I looked at him. “You made that up.”

“No, my mom did. I’ll go first, so I can teach you.” He cleared his throat. “Okay, the first item in my memory palace is a … map of Amsterdam. Because Amsterdam is where I lost my, um, my virginity in a public park.” He laughed self-consciously, like he was already rethinking his brag. “So, A is for Amsterdam. Now you say mine, then do a B, with a memory attached.”

Did he do it on a bench? Under a bush? Just out in the middle of the grass? I bet it was in a gazebo. I’d pictured Finch having sex with some long-legged Dutch girl five different ways before I realized I was taking way too long to answer.

“Okay. A is for a map of Amsterdam, because that’s where you lost your v-card.” I put air quotes around the phrase with my voice. “And B is for … Beloved, because I read it when my mom and I lived in Vermont.”

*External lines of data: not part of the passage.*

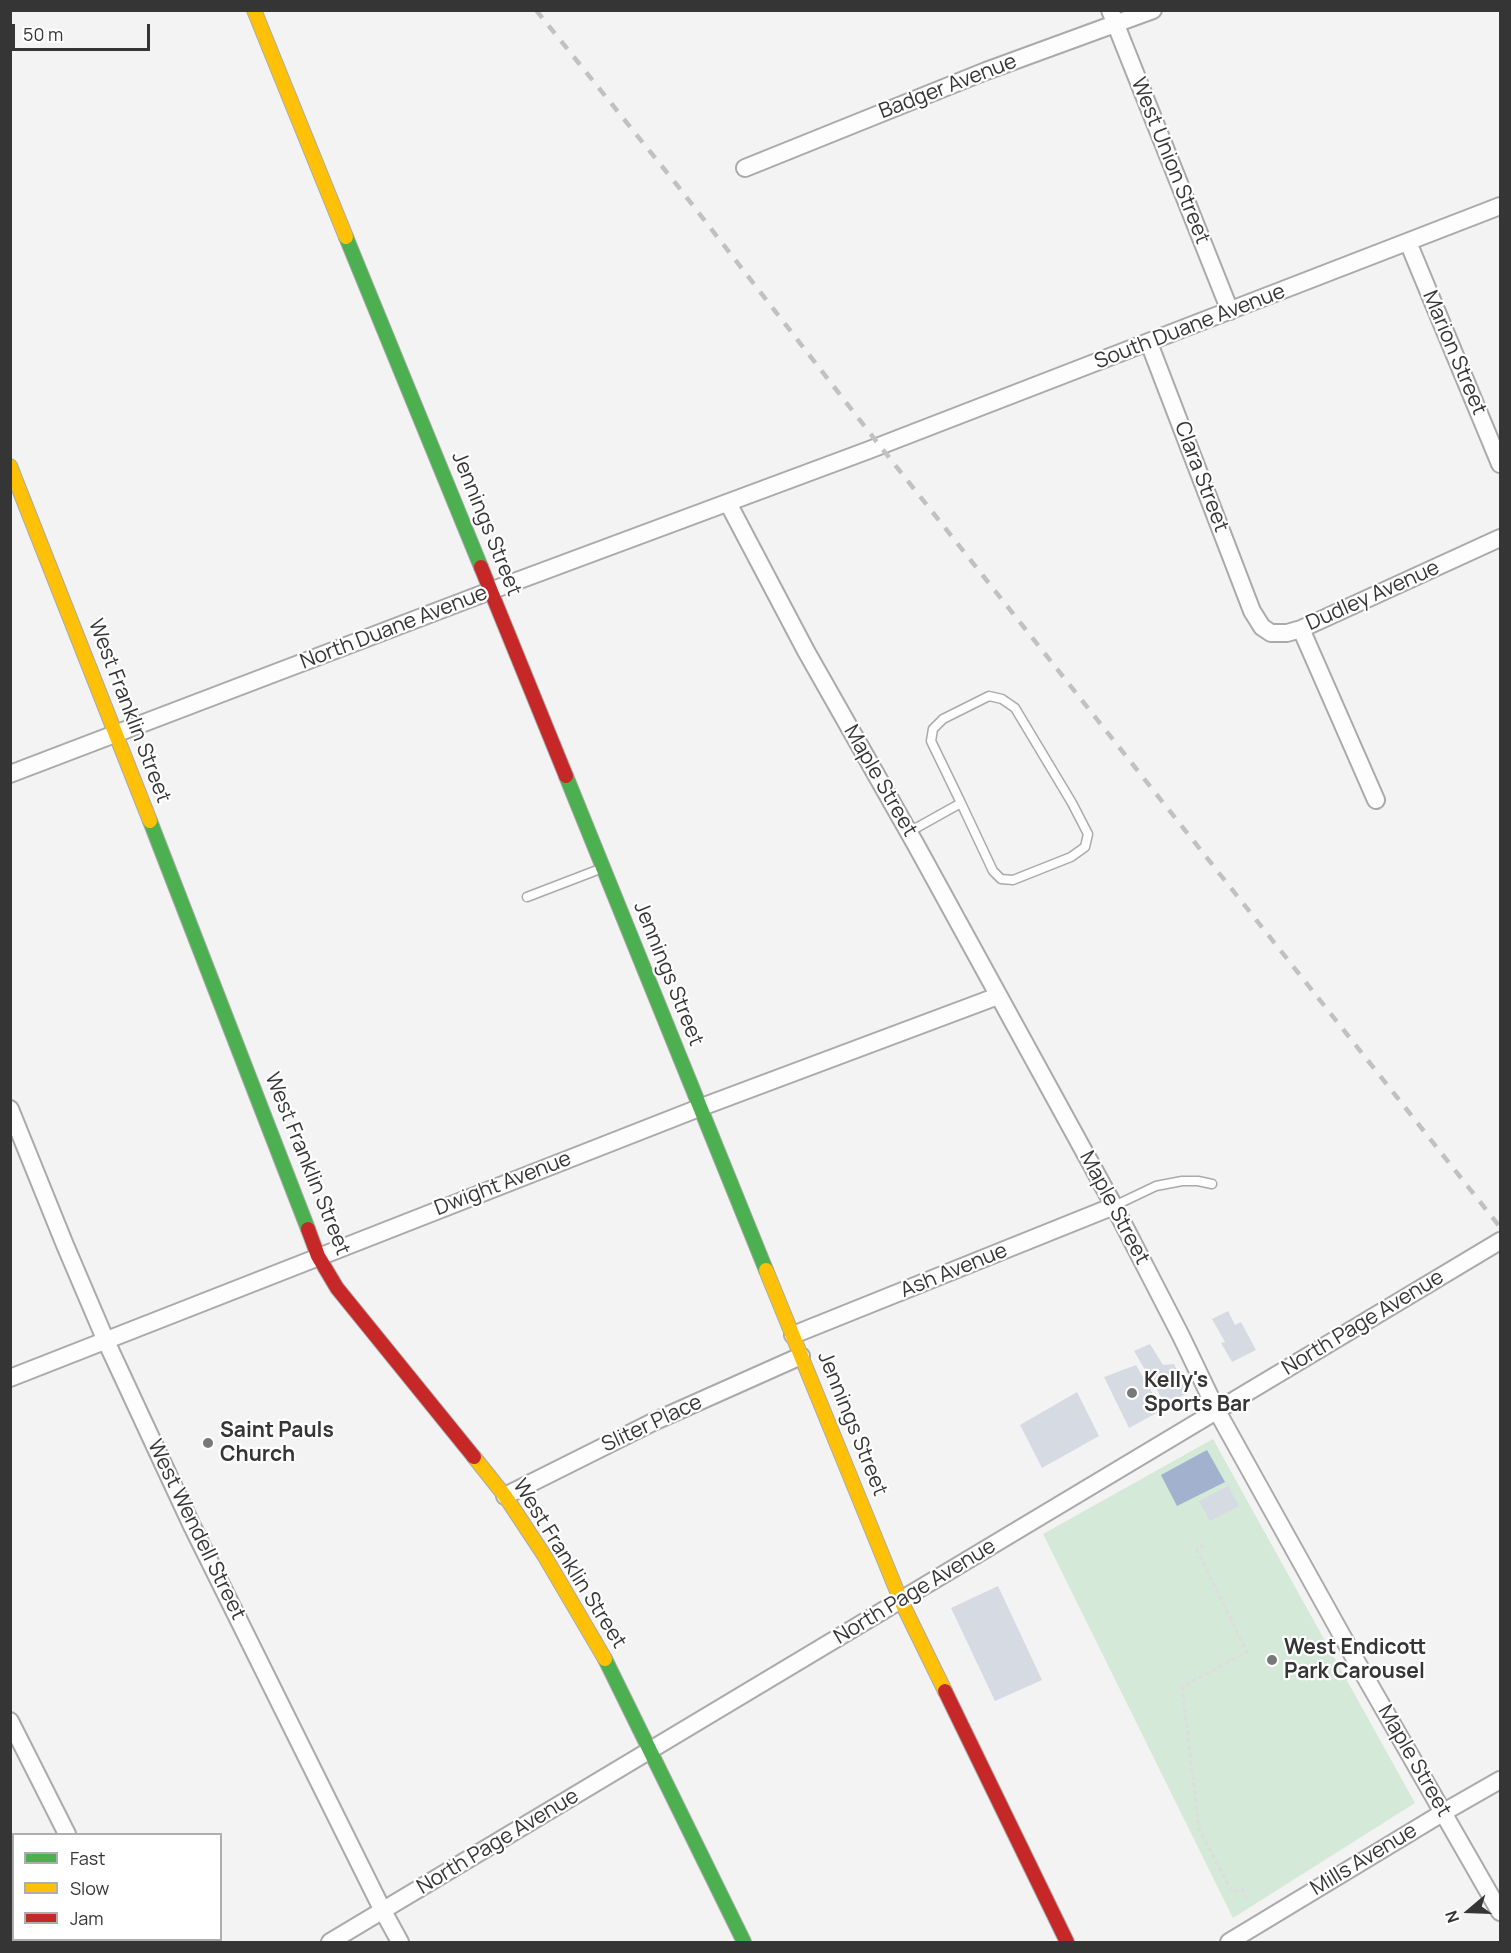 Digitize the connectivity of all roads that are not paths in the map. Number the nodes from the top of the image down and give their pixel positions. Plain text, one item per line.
1 (254, 10) edge
2 (1153, 10) edge
3 (1113, 18) edge
4 (745, 168) dead end
5 (1500, 206) edge
6 (1408, 242) junction
7 (1230, 311) junction
8 (1149, 343) junction
9 (880, 446) joint
10 (1500, 464) edge
11 (10, 466) edge
12 (728, 503) junction
13 (1500, 538) edge
14 (490, 591) junction
15 (1252, 611) joint
16 (1301, 629) junction
17 (115, 734) junction
18 (10, 774) edge
19 (1376, 800) dead end
20 (962, 803) junction
21 (909, 832) junction
22 (603, 867) junction
23 (527, 897) dead end
24 (998, 996) junction
25 (699, 1108) junction
26 (10, 1109) edge
27 (1212, 1184) dead end
28 (1114, 1206) junction
29 (1500, 1241) edge
30 (318, 1256) junction
31 (793, 1335) junction
32 (106, 1341) junction
33 (801, 1356) junction
34 (10, 1378) edge
35 (1217, 1410) junction
36 (505, 1496) junction
37 (901, 1600) junction
38 (10, 1721) edge
39 (651, 1751) junction
40 (1500, 1780) edge
41 (1444, 1812) junction
42 (66, 1833) edge
43 (383, 1911) junction
44 (1500, 1912) edge
45 (1235, 1941) edge
46 (330, 1942) edge
47 (400, 1942) edge
48 (744, 1942) edge
49 (1067, 1942) edge

1 - 14 street, Jennings Street
2 - 3 street, Badger Avenue
3 - 4 street, Badger Avenue
3 - 7 street, West Union Street
5 - 6 street, South Duane Avenue
6 - 7 street, South Duane Avenue
6 - 10 street, Marion Street
7 - 8 street, South Duane Avenue
8 - 9 street, South Duane Avenue
8 - 15 street, Clara Street
9 - 12 street, North Duane Avenue
11 - 17 street, West Franklin Street
12 - 14 street, North Duane Avenue
12 - 21 street, Maple Street
13 - 16 street, Dudley Avenue
14 - 17 street, North Duane Avenue
14 - 22 street, Jennings Street
15 - 16 street, Dudley Avenue
16 - 19 street
17 - 18 street, North Duane Avenue
17 - 30 street, West Franklin Street
20 - 20 lane
20 - 21 lane
21 - 24 street, Maple Street
22 - 23 lane
22 - 25 street, Jennings Street
24 - 25 street, Dwight Avenue
24 - 28 street, Maple Street
25 - 30 street, Dwight Avenue
25 - 31 street, Jennings Street
26 - 32 street, West Wendell Street
27 - 28 lane
28 - 31 street, Ash Avenue
28 - 35 street, Maple Street
29 - 35 street, North Page Avenue
30 - 32 street, Dwight Avenue
30 - 36 street, West Franklin Street
31 - 33 street, Jennings Street
32 - 34 street, Dwight Avenue
32 - 43 street, West Wendell Street
33 - 36 street, Sliter Place
33 - 37 street, Jennings Street
35 - 37 street, North Page Avenue
35 - 41 street, Maple Street
36 - 39 street, West Franklin Street
37 - 39 street, North Page Avenue
37 - 49 street, Jennings Street
38 - 42 street
39 - 43 street, North Page Avenue
39 - 48 street, West Franklin Street
40 - 41 street, Mills Avenue
41 - 44 street, Maple Street
41 - 45 street, Mills Avenue
43 - 46 street, North Page Avenue
43 - 47 street, West Wendell Street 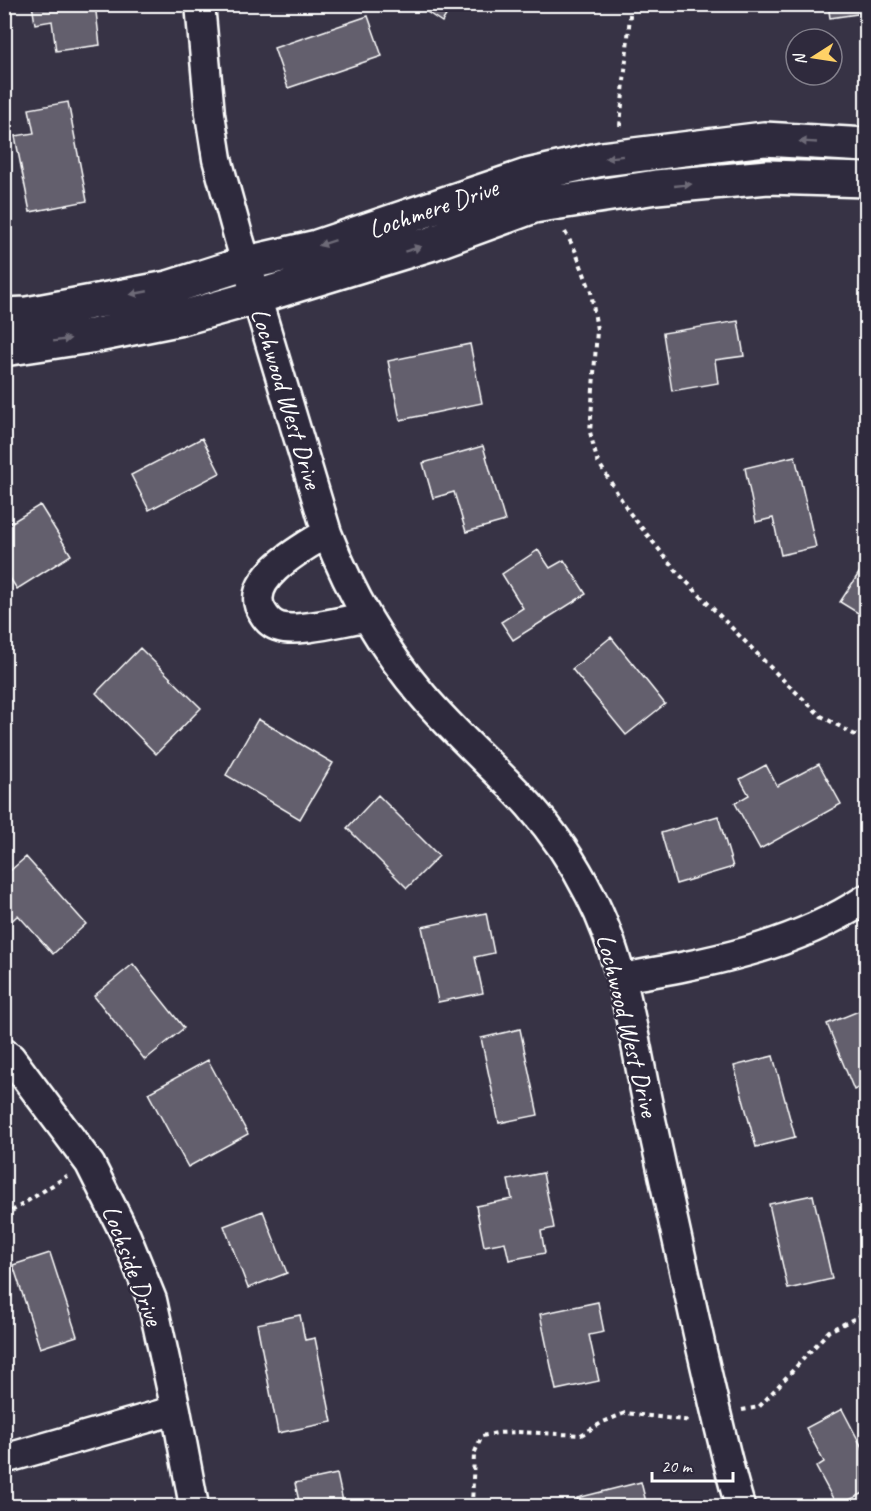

“Okay. A is for a map of Amsterdam because that’s where I lost my … v-card, and I’m already regretting picking that one, B is for Beloved, because you read it when you lived in Vermont, and C is for, let’s see, C is for crickets, because they scared the shit out of me when I was little.”

I didn’t make fun of him for that. Crickets were creepy. I named the three items in our memory palace, and paused. “Okay, D is for driving, because that’s what I’ve spent most of my life doing.”

“Nope. Has to be a thing. Like an object you can pick up.”

“Fine,” I muttered. “D is for Dazed and Confused, because I watched it in a motel room once.”

“A movie? Because you remember watching it?”

“Yeah,” I said defensively. “It’s a thing, and I remember it.”

“Fine, fine.” After listing A through D, Finch smiled. “And E is for eggs benedict, because it’s what my mom makes me when I’m sick. Made.”

For a moment, we both held our breath. Then his eyes flicked to the neck of my sweatshirt, where the top of my tattoo crawled toward my collarbone. “You’re up for F. F is for flower, right? I’ve always wanted to ask about it.”

I touched the inked blossom self-consciously, remembering the look on Ella’s face when I came home with it. A lost look, an anger I couldn’t place. I’d felt ashamed without ever knowing why. “Yeah. Maybe when we get to T.”

I did F, H, and J (falafel because Ella liked it, honey because I liked it, Jane Eyre because I’d read it in Tempe). Finch did G, I, and K (gingerbread because his mom used to make gingerbread mansions, icicles because freshman year he wrote an entire fantasy novel about a warhorse named Icicle, and Kit Kats because once his family lived on them for a day, when their car broke down in a snowstorm).

It was my turn again. L. I rapped out everything in our memory palace, feeling a goofy sense of satisfaction when I got it right. “Okay. L. L is for…”

“Don’t say a food because you’ve eaten it or a book because you’ve read it,” Finch said. “Give me, like, a real memory.”

I felt a flush of irritation, colored with shame. “Are you saying I’m playing your car game wrong?”

“No! I just … I thought I could get to know you this way. Like maybe you’d share something about your past. Your family.”